Massacre can’t be pinned on any group
DALLAS — “Words matter, leadership matters at this time.” Of all the words that will be spilled on this tragedy in our city, Dallas, no truer will be uttered than those of Mike Rawlings, the confident, former CEO-turned shellshock mayor of a grieving city.
This was not a mass shooting. It was a massacre. Dating from the 17th century, massacre means the wanton killing of the defenseless or unresisting. Thursday’s march was defenseless, the police there neither to fight nor resist.
Words do matter: There is no race war looming in this city or in this country. What does loom is a struggle over equality of power, one that extends far beyond the simplistic story line of white cops killing young black men.
America is struggling with something larger: inequality that transcends all race and gender. African-Americans, for one, overwhelmingly believe they are treated unfairly, from dealing with the police to securing a mortgage to casting a vote. In a democracy, these opinions matter.
Yet, there are killers of all races and colors who represent no constituency.

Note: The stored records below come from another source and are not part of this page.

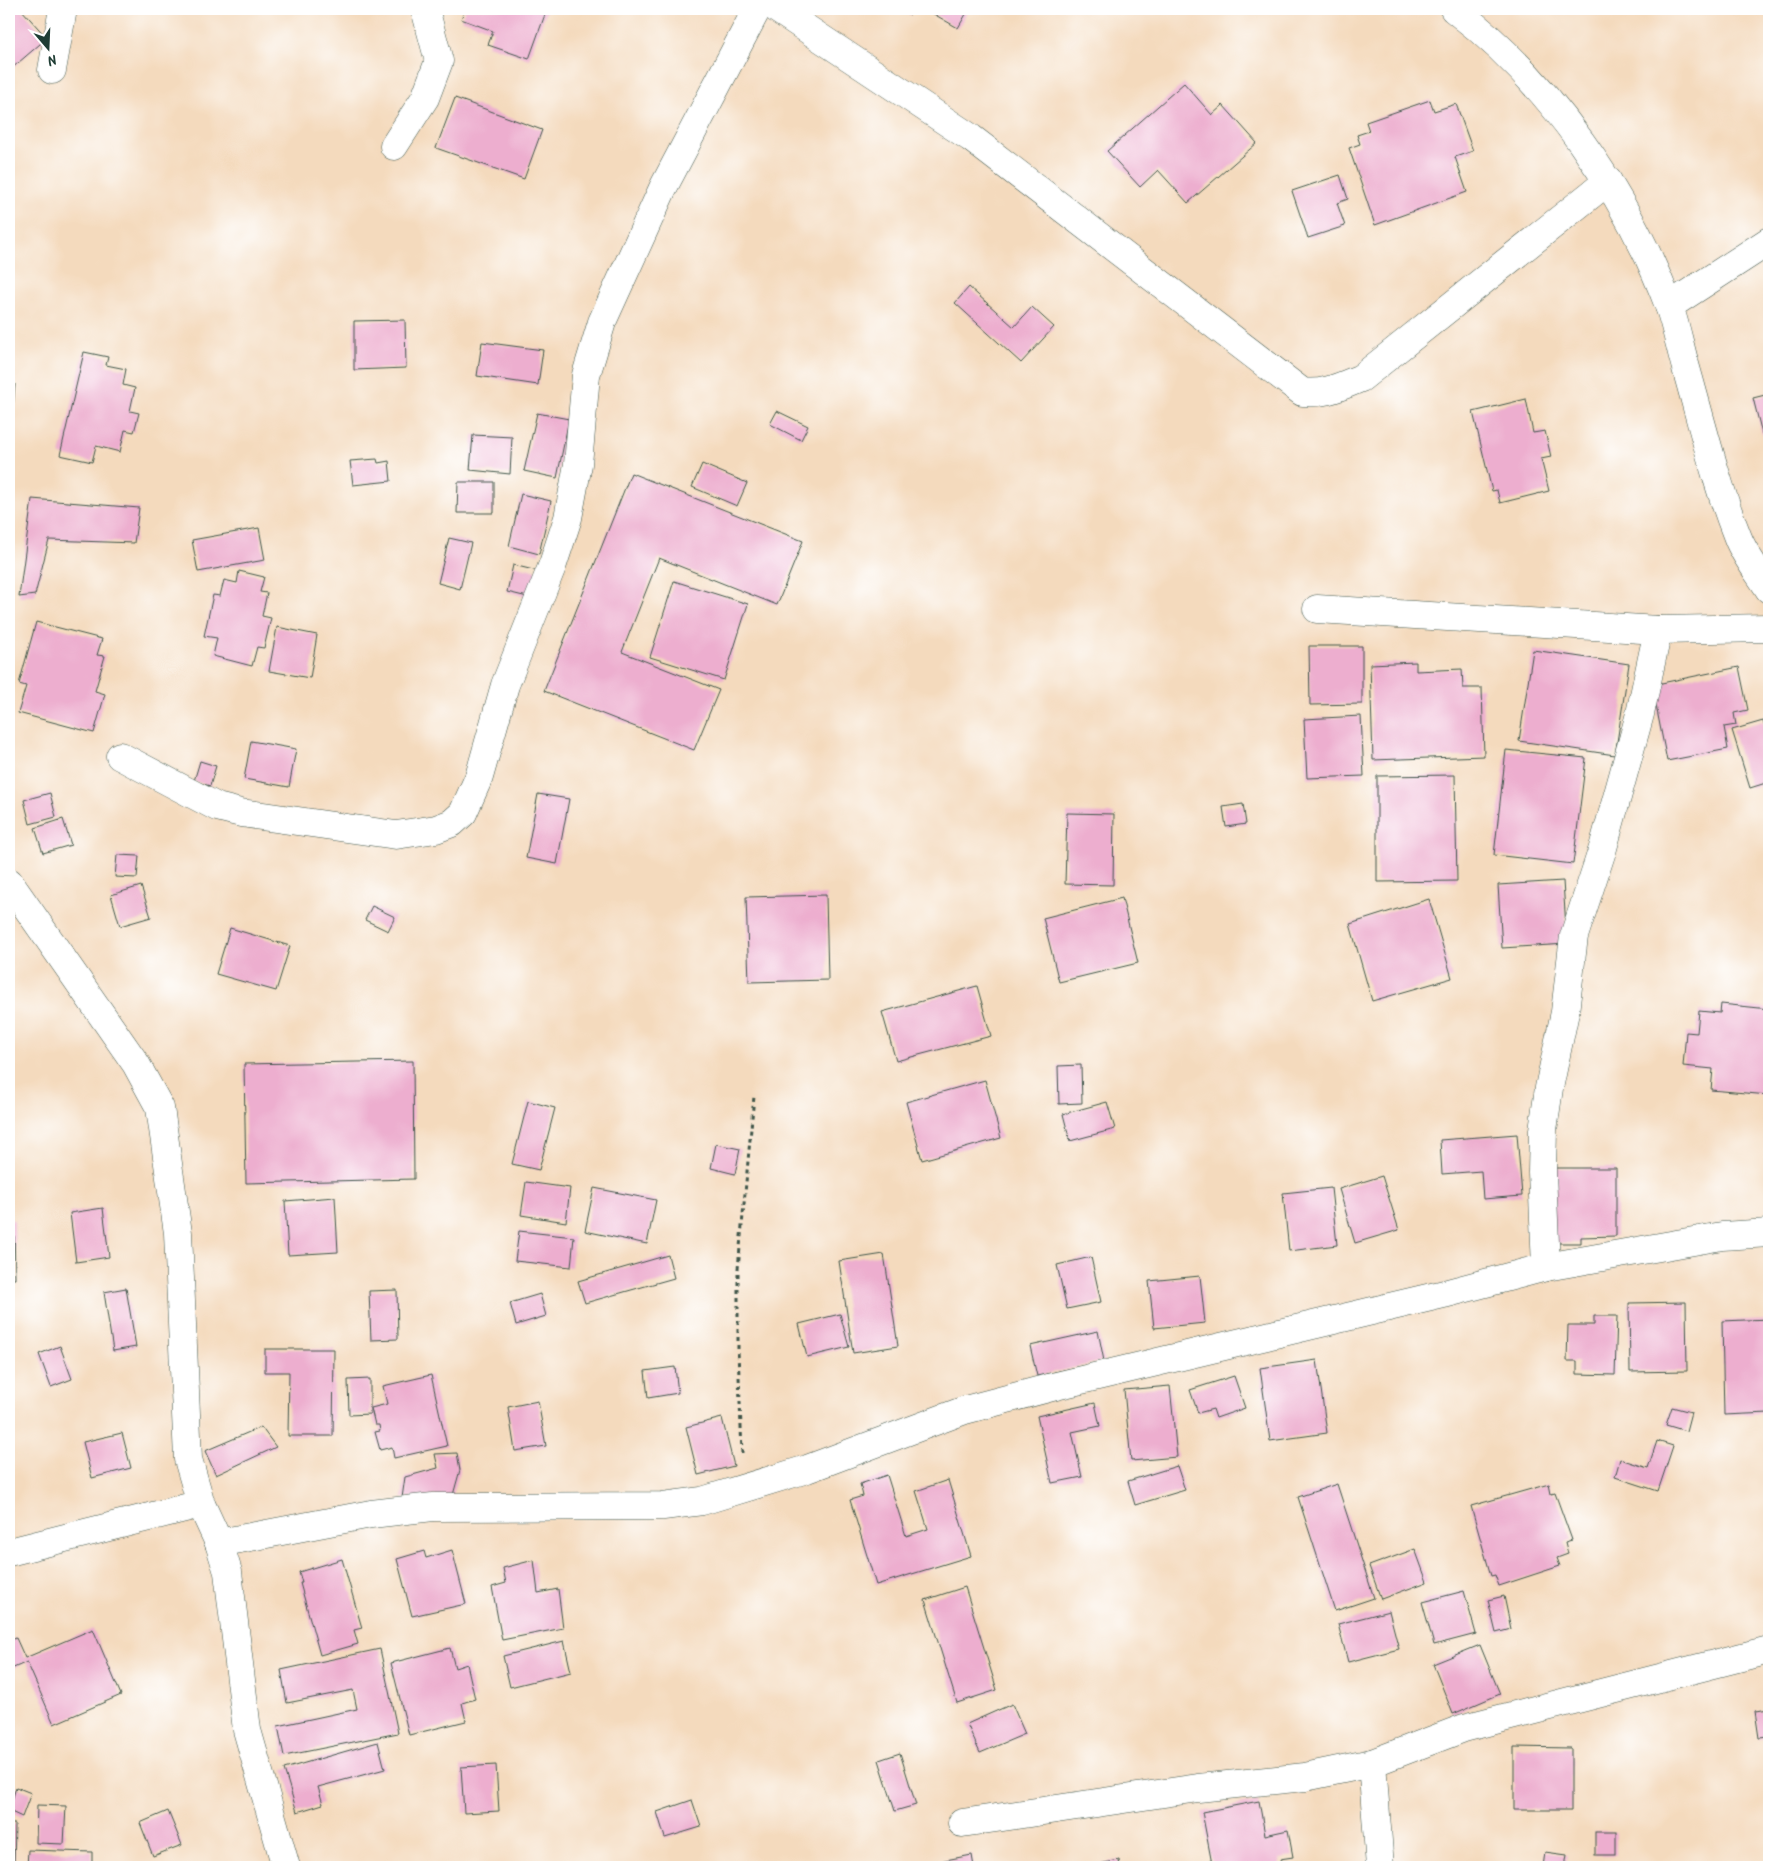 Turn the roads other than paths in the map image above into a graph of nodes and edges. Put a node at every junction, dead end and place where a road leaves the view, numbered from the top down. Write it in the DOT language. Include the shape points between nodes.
graph roads {
  1 [pos="64,9"];
  2 [pos="425,9"];
  3 [pos="757,9"];
  4 [pos="777,9"];
  5 [pos="1454,9"];
  6 [pos="52,70"];
  7 [pos="394,146"];
  8 [pos="1608,181"];
  9 [pos="1769,241"];
  10 [pos="1669,306"];
  11 [pos="1769,589"];
  12 [pos="1317,609"];
  13 [pos="1769,628"];
  14 [pos="1658,630"];
  15 [pos="120,756"];
  16 [pos="9,882"];
  17 [pos="1769,1233"];
  18 [pos="1546,1266"];
  19 [pos="201,1504"];
  20 [pos="219,1543"];
  21 [pos="9,1552"];
  22 [pos="1769,1650"];
  23 [pos="1372,1763"];
  24 [pos="962,1823"];
  25 [pos="286,1867"];
  26 [pos="1380,1867"];
  1 -- 6 [label="street"];
  2 -- 7 [label="street" via="439,61 425,98"];
  3 -- 15 [label="street" via="663,188 602,322 586,375 578,464 568,518 554,564 505,685 479,776 463,813 452,823 436,829 396,835 241,813 217,807"];
  4 -- 8 [label="street" via="971,138 1302,392 1329,391 1361,378"];
  5 -- 8 [label="street" via="1481,29 1546,97"];
  8 -- 10 [label="street" via="1645,251"];
  9 -- 10 [label="street"];
  10 -- 11 [label="street" via="1710,454 1739,539"];
  12 -- 14 [label="street"];
  13 -- 14 [label="street"];
  14 -- 18 [label="street" via="1640,714 1574,936 1565,1012 1548,1088 1544,1130 1542,1172"];
  16 -- 19 [label="street" via="136,1064 160,1108 178,1233 188,1459"];
  17 -- 18 [label="street" via="1722,1236"];
  18 -- 20 [label="street" via="1444,1294 965,1410 807,1469 702,1501 663,1506 453,1507 371,1514"];
  19 -- 20 [label="street"];
  19 -- 21 [label="street"];
  20 -- 25 [label="street" via="228,1572 247,1730"];
  22 -- 23 [label="street" via="1464,1728"];
  23 -- 24 [label="street" via="1305,1777 1198,1788"];
  23 -- 26 [label="street"];
}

Micah Johnson no more represented Black Lives Matter than he did the U.S. Army, which he served. Just as the San Bernardino and Orlando killers no more represented Islam than the Boulder Planned Parenthood murderer did white males.
Micah Johnson was just Adam Lanza, of a different color. Of course, reckless politicians and conspiracy theorists will seize on that. But there is no looming race war. Our nation is not divided and we are not afraid. There is no causal relationship between police who reduced racial tension, snapping selfies with protesters, and a cop-killer.
“This is a city of love,” said Jeff Hood, a white preacher and organizer of the march, after the massacre. Now, our minds will judge the words and we alone will lead our hearts.